Installing and Running Apache NiFi on your HDP Cluster

nifi

Hey everyone,

I learned today about a cool ETL/data pipeline/make your life easier tool that was recently released by the NSA (not kidding) as a way to manage the flow of data in and out of system: Apache NiFi. To me, that functionality seems to match PERFECTLY with what people like to do with Hadoop.

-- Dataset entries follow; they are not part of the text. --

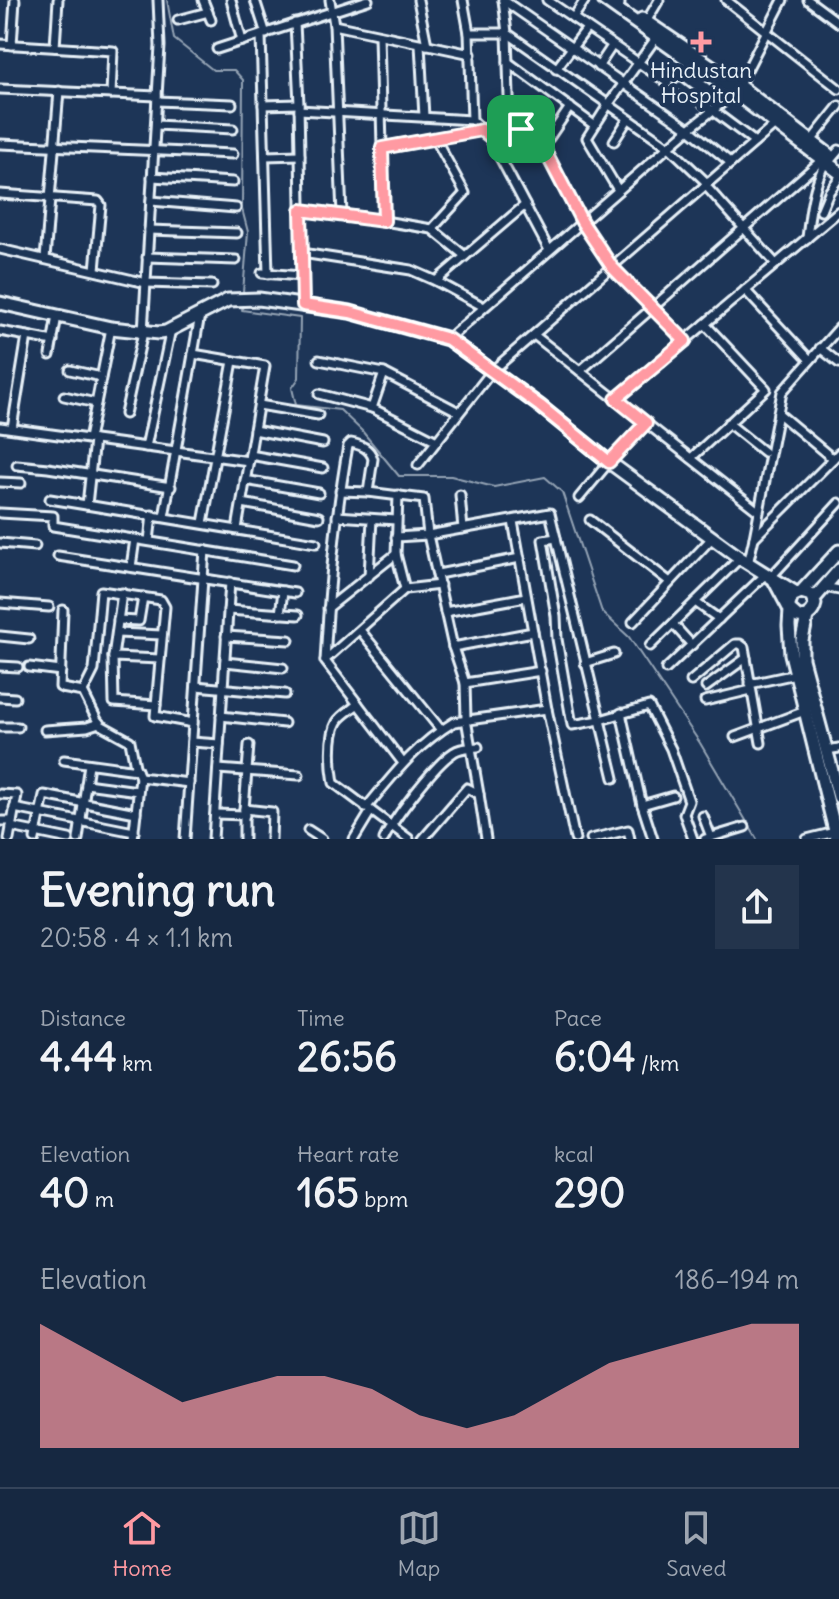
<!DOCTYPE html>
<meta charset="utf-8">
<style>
:root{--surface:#162841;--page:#23344c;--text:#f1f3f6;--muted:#9ea6b1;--line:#35445a;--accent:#ff9aa2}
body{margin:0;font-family:Delius,sans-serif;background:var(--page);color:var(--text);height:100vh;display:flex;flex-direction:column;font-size:30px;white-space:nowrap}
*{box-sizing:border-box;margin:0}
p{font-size:26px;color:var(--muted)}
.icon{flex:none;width:44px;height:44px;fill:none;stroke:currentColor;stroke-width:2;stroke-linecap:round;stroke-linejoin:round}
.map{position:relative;height:839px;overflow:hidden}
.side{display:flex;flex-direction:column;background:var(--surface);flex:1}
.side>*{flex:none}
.pin{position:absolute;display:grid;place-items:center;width:68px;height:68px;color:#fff;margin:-34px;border-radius:16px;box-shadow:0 4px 12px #0006}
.round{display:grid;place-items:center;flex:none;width:84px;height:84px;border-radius:0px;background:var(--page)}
.head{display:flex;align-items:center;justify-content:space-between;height:136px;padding:0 40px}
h1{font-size:44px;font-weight:800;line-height:60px}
.metrics{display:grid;grid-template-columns:repeat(3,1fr);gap:12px;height:136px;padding:8px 40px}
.metrics div{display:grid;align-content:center}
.metrics b{font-size:40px;font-weight:800}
.metrics small{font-size:22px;font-weight:400}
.metrics p{font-size:22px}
.chart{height:224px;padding:16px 40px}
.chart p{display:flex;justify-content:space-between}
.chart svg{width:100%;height:144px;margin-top:8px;fill:var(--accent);opacity:.7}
.tab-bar{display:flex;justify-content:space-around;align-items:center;height:112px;border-top:2px solid var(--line);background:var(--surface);font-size:22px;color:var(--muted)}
.tab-bar a{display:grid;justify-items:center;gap:4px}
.tab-bar .current{color:var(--accent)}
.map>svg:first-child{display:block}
</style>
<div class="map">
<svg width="839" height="839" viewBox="0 0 839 839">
<rect width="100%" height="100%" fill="#1d3557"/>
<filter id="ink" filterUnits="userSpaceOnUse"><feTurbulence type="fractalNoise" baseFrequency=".0125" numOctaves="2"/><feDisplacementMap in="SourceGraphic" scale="16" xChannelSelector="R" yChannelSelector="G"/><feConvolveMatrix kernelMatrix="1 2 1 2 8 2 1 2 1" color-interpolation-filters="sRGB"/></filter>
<g filter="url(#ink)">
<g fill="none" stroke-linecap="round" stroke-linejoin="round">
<g stroke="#95a4b5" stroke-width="2">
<path d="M167,0L174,39L213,70H234L243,80L242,209L248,232L243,292"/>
<path d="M243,303L242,310L300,318L299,378L292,388L296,405L340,410L362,431L399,476H451L494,487L545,477L562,492L602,612L629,637L700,743L757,839"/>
</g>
<g stroke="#e8f1f8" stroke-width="13">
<g id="street">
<path d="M203,0L211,20"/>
<path d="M231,0L242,41"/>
<path d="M255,0L266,34"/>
<path d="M330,0L334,25L342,215"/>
<path d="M418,0L427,45"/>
<path d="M463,0L469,33L472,120"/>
<path d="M503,0L689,129L731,163"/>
<path d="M503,0L507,33L510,128"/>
<path d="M547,0L668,83"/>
<path d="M620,0V4"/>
<path d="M726,0L839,89"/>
<path d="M808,0L839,23"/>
<path d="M573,18L585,0"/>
<path d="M178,20L208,12"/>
<path d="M646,22L659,0"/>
<path d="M295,23L299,104L303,305"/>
<path d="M334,25L471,54"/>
<path d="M469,33H507L669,147L707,183"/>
<path d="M261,35L268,274"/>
<path d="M379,35L384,221"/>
<path d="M0,44L113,51L111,94"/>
<path d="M420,44L424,117"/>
<path d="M12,45L15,0"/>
<path d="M55,47L58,0"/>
<path d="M217,49L368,0"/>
<path d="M508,62L594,125"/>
<path d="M598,67L612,46"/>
<path d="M556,69L587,28"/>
<path d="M680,86L755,142"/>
<path d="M0,89L157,96"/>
<path d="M157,101L232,104"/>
<path d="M263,105L299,104"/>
<path d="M299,110L472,120L488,135L549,250"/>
<path d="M156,125L233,129"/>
<path d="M488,135L510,128L521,129L539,139L582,222L612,267L685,341"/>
<path d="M539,139L549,138L570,107"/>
<path d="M614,141L628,119"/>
<path d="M811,141L839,106"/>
<path d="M0,144L233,154"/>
<path d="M382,148L482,130"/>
<path d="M265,156L300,155"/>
<path d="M828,163L839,150"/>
<path d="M152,177L233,182"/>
<path d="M705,185L776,264"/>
<path d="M618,190L587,138L608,105L656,38"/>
<path d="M0,194L98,201L101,205L95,270"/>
<path d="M151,201L236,208"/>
<path d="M301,210L384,221L432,229L465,256"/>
<path d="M821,211L829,192L839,178"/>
<path d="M432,229L465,193L436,140"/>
<path d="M149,230L237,233"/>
<path d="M807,238C810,211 813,186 826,161"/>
<path d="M0,249L146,283L212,285"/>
<path d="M302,253L411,270L436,281L484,307"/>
<path d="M147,257L236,260"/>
<path d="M45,259L59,91"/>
<path d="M262,273L302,276"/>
<path d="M436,281L525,205"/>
<path d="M745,290L810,360"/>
<path d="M0,331L27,336L12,428"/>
<path d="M534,335L758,511"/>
<path d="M27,336L53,341"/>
<path d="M448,339L689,129L735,93L783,0"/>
<path d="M820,348L839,363"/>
<path d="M193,354L265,366L237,529"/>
<path d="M50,355L57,316"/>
<path d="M319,360L384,373L459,412"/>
<path d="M70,370L101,377"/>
<path d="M580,371L823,159"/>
<path d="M319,394L372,408L437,441"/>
<path d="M64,396L96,403"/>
<path d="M616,399L839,211"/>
<path d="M259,405L318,415"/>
<path d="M372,408L384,373"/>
<path d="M778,413L833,459"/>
<path d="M125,414L143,332L160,46L158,0"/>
<path d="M728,423L764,452"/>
<path d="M0,427L249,461"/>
<path d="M254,430L323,443"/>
<path d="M89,439L111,328"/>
<path d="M146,447L171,329"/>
<path d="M250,455L323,468"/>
<path d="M691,458L766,389L705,324"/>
<path d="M17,465L48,468L171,487"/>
<path d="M418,465L492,371L776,124"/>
<path d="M245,480L319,493"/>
<path d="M0,482L21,483"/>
<path d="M340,491L368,492L424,499L428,535L453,647L465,683L466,719L479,794"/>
<path d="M368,492L373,459C370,448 361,445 351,443L348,446C335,517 329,589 325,661L403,763"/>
<path d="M460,495L463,529"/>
<path d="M579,498L609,462L646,423"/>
<path d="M50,499L316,543"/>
<path d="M242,503L319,517"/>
<path d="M87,505L94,440"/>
<path d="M0,513L53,516V526L293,565"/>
<path d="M337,516L396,520"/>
<path d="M164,517L200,315"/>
<path d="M590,520L670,582"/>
<path d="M513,521L547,709L575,839"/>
<path d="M203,523L233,361"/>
<path d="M396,537L428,535L550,513L614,778"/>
<path d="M556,538L543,540L556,616L557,639L572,725L600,720L649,706L671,749L689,801L684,814L693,839"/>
<path d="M754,538L839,453"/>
<path d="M149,541L152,515"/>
<path d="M0,543L35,546"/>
<path d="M58,556L295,593"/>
<path d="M748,564L754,538L782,392L839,328"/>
<path d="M131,567L135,539"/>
<path d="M438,574L520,558"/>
<path d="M369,576L372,519"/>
<path d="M770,578L839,503"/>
<path d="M824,587L839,590"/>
<path d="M405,589L440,585"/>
<path d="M122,593L113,657L114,702L156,705"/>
<path d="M695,602L719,619"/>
<path d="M0,603L49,607"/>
<path d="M328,608L396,554"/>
<path d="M63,610L60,687L62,688L83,692L97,720L101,725L130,741L135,766L140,777"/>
<path d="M228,610L298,615"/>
<path d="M445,612L526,597"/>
<path d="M280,614L283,591"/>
<path d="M118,620L139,621L143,597"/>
<path d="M633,622L712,538"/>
<path d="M673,624L692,645"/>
<path d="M360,630L441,730"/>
<path d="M117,633L162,635"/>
<path d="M0,636L29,639"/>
<path d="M226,636L289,640"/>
<path d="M650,646L740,558"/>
<path d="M453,647L533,632"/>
<path d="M113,657L160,659"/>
<path d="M325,660L405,589L396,554L398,495"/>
<path d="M225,662L283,668"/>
<path d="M585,663L614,654"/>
<path d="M0,666L18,667"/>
<path d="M29,667L61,671"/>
<path d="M666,669L765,575"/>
<path d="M691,681L735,644H740L744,647L761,743"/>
<path d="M465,683L541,671"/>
<path d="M750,684L796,674"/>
<path d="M196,686L285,694"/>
<path d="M706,687L746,658"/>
<path d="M83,692L94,670L101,591L161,600L165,607L155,716L193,723"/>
<path d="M0,697L15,698"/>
<path d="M705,701L751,690"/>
<path d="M358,704C352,709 341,715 337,722C329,736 331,767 334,783L409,839"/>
<path d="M621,713L642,805L653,839"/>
<path d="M221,716L284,723"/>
<path d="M0,727H18"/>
<path d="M45,730L87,727L99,723"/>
<path d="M735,737L805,711"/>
<path d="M192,742L219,744"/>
<path d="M827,750L839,748"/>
<path d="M64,760L137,770"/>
<path d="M218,769L299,775"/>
<path d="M86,784L138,791"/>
<path d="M0,794L17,795L9,839"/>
<path d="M642,805L673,796"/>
<path d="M14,808L134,832"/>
<path d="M366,808C394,774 416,745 454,722L547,709"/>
<path d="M244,809L272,812L271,839"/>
<path d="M215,814L245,815"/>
<path d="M703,816L711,837"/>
<path d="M0,821H12"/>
<path d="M11,827L69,839"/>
<path d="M308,830L322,839"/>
<path d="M35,839L44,795L136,813"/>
<path d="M78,839L89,764"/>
<path d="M133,839L140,777L189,783"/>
<path d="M185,839L205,550"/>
<path d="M213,839L230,582"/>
<path d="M244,839V809L249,745"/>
<path d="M354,839L371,811"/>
<path d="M384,839C394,818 435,764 454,752C461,747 470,748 478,747"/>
<path d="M423,839L467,788L479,794L486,839"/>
<path d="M591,839L628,830L630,839"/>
<path d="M705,839L745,827"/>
<path d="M807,839L835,832"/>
</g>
</g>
<g stroke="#e8f1f8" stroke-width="17">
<g id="secondary">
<path d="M604,0L735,93L839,172"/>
<path d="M642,19L726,76L828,154"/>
<path d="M0,303L111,328L159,333L166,332L228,300L259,299L350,312L448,339L540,406L609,462L740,558L796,593"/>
<path d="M775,582L790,610L798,617C807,618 813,613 815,604L811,595L801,592L792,596L789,605"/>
<path d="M801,592L839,551"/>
<path d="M814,599L839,570"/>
<path d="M790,610L789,626L791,654L837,839"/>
<path d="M807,616L802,640V659L839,797"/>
</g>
</g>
<use href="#street" stroke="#1d3557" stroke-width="7"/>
<use href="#secondary" stroke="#1d3557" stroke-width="11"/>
</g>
</g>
<g fill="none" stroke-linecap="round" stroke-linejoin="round" filter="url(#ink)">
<g stroke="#fff" stroke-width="16">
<path id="route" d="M510,128L521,129L539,139L582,222L612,267L685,341L616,399L646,423L609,462L540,406L448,339L350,312L303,305L301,210L384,221L382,148L482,130L488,135Z"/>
</g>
<use href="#route" stroke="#ff9aa2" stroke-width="10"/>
</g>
<path fill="#ff9aa2" stroke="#1d3557" stroke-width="3" d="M697 30h8v8h8v8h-8v8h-8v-8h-8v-8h8z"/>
<g text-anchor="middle" stroke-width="8" stroke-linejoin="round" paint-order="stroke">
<g font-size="22" fill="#e8f1f8" stroke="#1d3557">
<text x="701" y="78">Hindustan<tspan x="701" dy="25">Hospital</tspan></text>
</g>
</g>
</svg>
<div class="pin" style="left:521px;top:129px;background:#1e9e55"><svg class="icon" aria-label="arrive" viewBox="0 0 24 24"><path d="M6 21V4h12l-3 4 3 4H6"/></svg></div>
</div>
<section class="side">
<div class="head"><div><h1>Evening run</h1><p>20:58 · 4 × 1.1 km</p></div><a class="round"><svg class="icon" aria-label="share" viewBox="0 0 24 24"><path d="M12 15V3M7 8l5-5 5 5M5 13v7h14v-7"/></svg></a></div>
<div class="metrics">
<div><p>Distance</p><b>4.44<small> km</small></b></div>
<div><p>Time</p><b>26:56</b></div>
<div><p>Pace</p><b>6:04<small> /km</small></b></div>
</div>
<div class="metrics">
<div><p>Elevation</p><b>40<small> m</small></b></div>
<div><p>Heart rate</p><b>165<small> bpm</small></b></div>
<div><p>kcal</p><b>290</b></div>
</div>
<div class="chart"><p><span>Elevation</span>186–194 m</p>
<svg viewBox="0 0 160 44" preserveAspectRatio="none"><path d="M0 44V6L10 14L20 22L30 30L40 26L50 22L60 22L70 26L80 34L90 38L100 34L110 26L120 18L130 14L140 10L150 6L160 6V44z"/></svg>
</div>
</section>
<nav class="tab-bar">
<a class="current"><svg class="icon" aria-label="home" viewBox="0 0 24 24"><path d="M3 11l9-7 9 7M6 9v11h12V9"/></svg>Home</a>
<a><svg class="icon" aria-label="map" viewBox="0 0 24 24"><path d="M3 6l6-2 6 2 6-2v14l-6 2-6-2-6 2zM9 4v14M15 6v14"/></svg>Map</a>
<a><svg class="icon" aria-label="saved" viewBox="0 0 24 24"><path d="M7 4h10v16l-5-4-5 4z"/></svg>Saved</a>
</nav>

This guide will just set up NiFi, not do anything with it (that’ll come later!)

Things you’ll need:

  • HDP2.3
  • Maven > 3.1

You don’t even need root access!


Here’s how to get it running on your HDP2.3 cluster:

First we need to actually get the source code:

wget https://github.com/apache/nifi/archive/master.zip

unzip master.zip

cd nifi-master

export MAVEN_OPTS="-Xms1024m -Xmx3076m -XX:MaxPermSize=256m"

mvn -T C2.0 clean install

(Takes about 8 minutes to run all the tests)

After that’s done,

cd nifi-assembly/target

tar -zxvf nifi-0.3.1-SNAPSHOT-bin.tar.gz

cd nifi-0.3.1-SNAPSHOT

vi conf/nifi.properties

On line 106 ( :106 in vim)

nifi.web.http.port=9000

bin/nifi.sh install

service nifi start

Then navigate to http://localhost:9000/nifi

There you have it! With any luck, you now have NiFi installed!